Lane Anderson, who helped launch EWU’s veterans center and now does the same work at Spokane Falls Community College, said schools were pressured to assume the responsibility of helping veterans navigate the federal bureaucracy.

“When service members were out processing, the VA didn’t do that great a job of informing them about the benefits, how much they get, how to get them, how to apply for them,” Anderson said.

Millet said public institutions tend to attract more veterans, but local private schools – Whitworth and Gonzaga – also have taken pains to offer more veteran-specific resources and programs, such as the Yellow Ribbon program, which supplements GI Bill tuition payments.

Derrick Green, a 27-year-old who spent four years in the Air Force, said many of his fellow student-veterans at Whitworth are “impressed by how far their benefits are going.” He said he enjoys being at a small school where he can quickly get one-on-one time with a veteran adviser, and he’s working to create a club so that veterans can “network” on campus.

Still, the transition into college is difficult for many veterans because they have started families, or because they’re coping with post-traumatic stress, or because it’s hard to find peers who understand what war is like.

And some say the GI Bill and its myriad rules cause plenty of headaches.

“It’s run by the VA, so it’s not like there’s a whole lot of expectation there,” said Lindholm, the Gonzaga engineering student.

Lindholm said the GI Bill likely won’t cover his senior year, so he’ll either pay out of pocket, apply for Yellow Ribbon funding or seek other financial aid. He previously studied at SFCC, but because of administrative quirks, he wasn’t able to transfer all of his credits or get an honors certificate he had worked toward, he said.

Each summer, Lindholm said, he works construction in Homer, Alaska. He said he would take summer courses, but they eat up more of his benefits, so completing his degree faster is a balancing act.

And while he’s now dedicated to pursuing research, Lindholm said it wasn’t the academic path he had always envisioned.

“It was hard because I didn’t really want to go to college,” he said. “I wanted to be able to go to a tech school, and just get a technical degree and go right back into the workforce. But the GI Bill at the time wasn’t allowing for that.”

Keaton Oberlander, 24, spent four years in an Army artillery crew before he went to the University of Washington to study computer programming. He was eager to learn but quickly fell behind in an introductory class; many of his classmates already knew Python, a relatively simple coding language.

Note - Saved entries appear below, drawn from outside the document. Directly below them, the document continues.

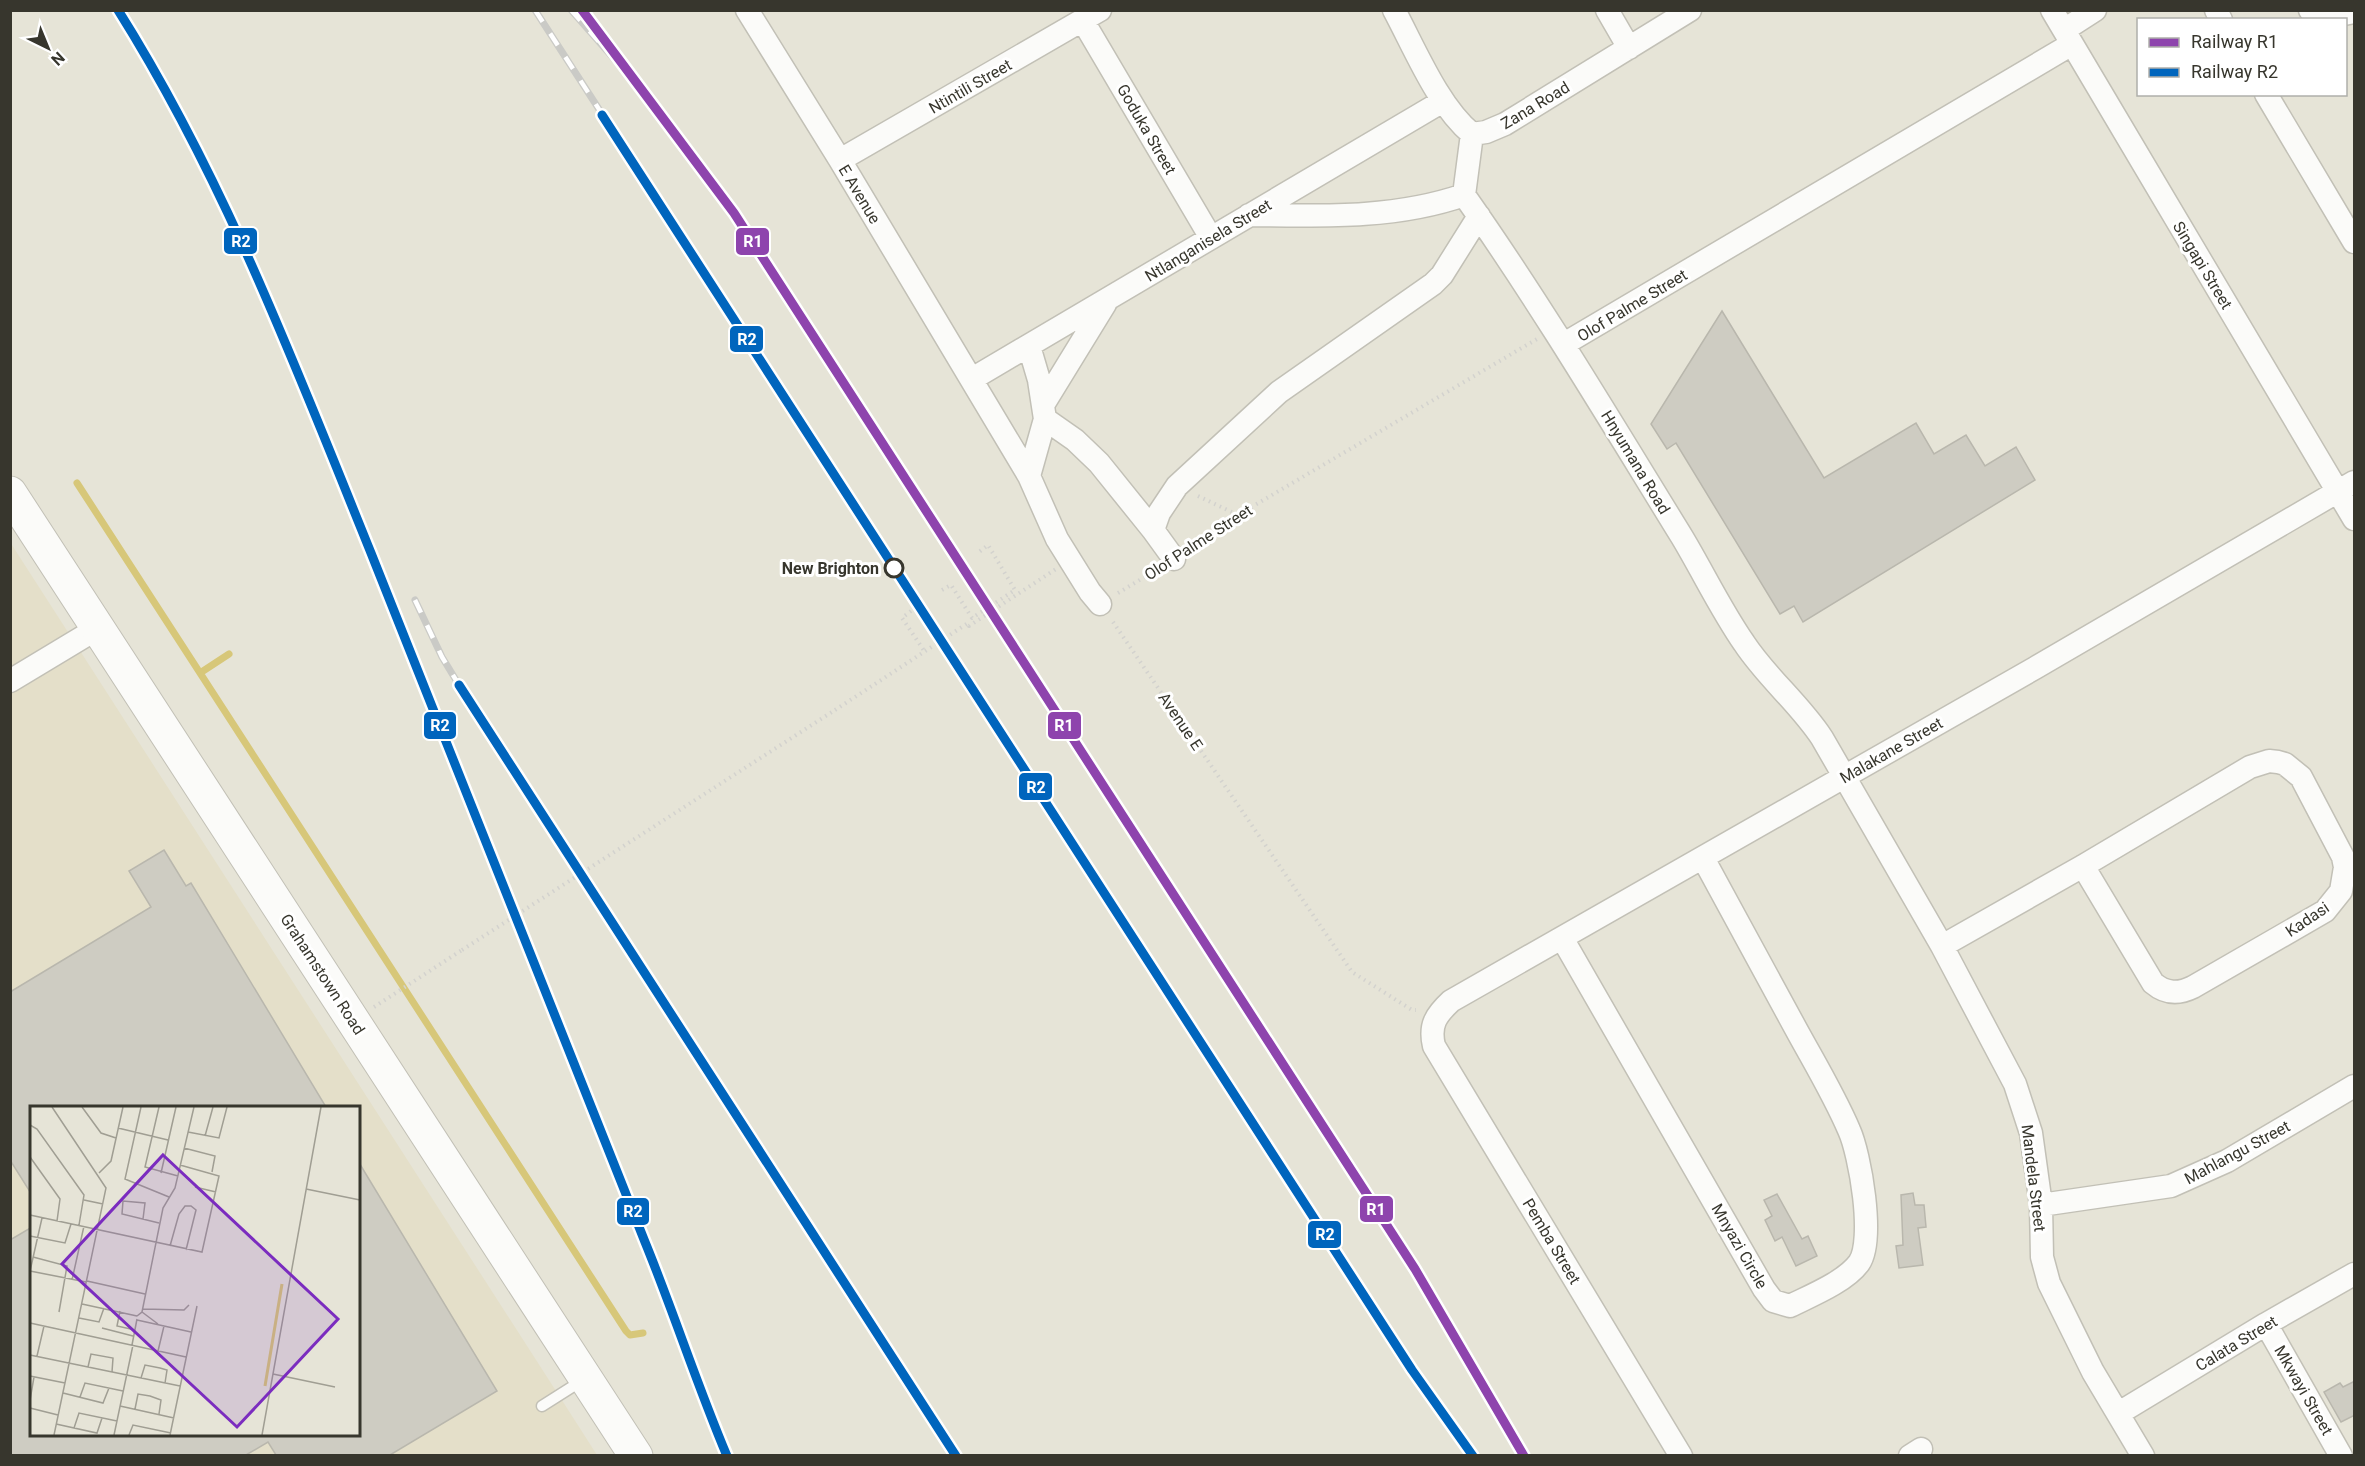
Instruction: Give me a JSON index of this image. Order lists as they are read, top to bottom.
{
  "streets": {
    "main road": ["Grahamstown Road"],
    "street": [
      "Ntintili Street",
      "Zana Road",
      "Goduka Street",
      "E Avenue",
      "Ntlanganisela Street",
      "Singapi Street",
      "Olof Palme Street",
      "Hnyumana Road",
      "Malakane Street",
      "Kadasi",
      "Mahlangu Street",
      "Mandela Street",
      "Pemba Street",
      "Mnyazi Circle",
      "Calata Street",
      "Mkwayi Street"
    ],
    "path": ["Avenue E"]
  },
  "crossings": [
    ["Ntintili Street", "Goduka Street"],
    ["Ntintili Street", "E Avenue"],
    ["Goduka Street", "Ntlanganisela Street"],
    ["E Avenue", "Ntlanganisela Street"],
    ["Singapi Street", "Olof Palme Street"],
    ["Singapi Street", "Malakane Street"],
    ["Olof Palme Street", "Hnyumana Road"],
    ["Olof Palme Street", "Avenue E"],
    ["Hnyumana Road", "Malakane Street"],
    ["Hnyumana Road", "Mandela Street"],
    ["Avenue E", "Malakane Street"],
    ["Avenue E", "Pemba Street"],
    ["Malakane Street", "Mandela Street"],
    ["Malakane Street", "Pemba Street"],
    ["Malakane Street", "Mnyazi Circle"],
    ["Kadasi", "Mandela Street"],
    ["Mahlangu Street", "Mandela Street"],
    ["Mandela Street", "Calata Street"],
    ["Calata Street", "Mkwayi Street"]
  ],
  "places": ["New Brighton"],
  "lines": ["rail line R1", "rail line R2"],
  "legend": ["Railway R1", "Railway R2"],
  "north": "bottom right"
}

“It’s been four or five years – or even longer, for a lot of veterans – since they’ve been in school, whereas the typical college student is just straight of high school. Everything is still fresh in their mind,” said Oberlander, who’s married, is expecting a second child and now studies business management at Whitworth.

For Hunter Sheffield, college brought a culture shock. He spent a year at the University of Montana before joining the Air Force and becoming an intelligence operations specialist. He’s now back in classes at EWU, studying elementary education.

“I’m 26,” Sheffield said. “I have classes with people that are Running Start students and they’re 17 years old. So relating to somebody that has no life experience like you have is kind of hard at times.”

Despite those frustrations, student-veterans said they value the GI Bill and the opportunities it offers.

“It’s definitely a great avenue for our veterans to retrain themselves for a second career or academic path outside of their military service,” Anderson said, “and we should be thankful that we have it.”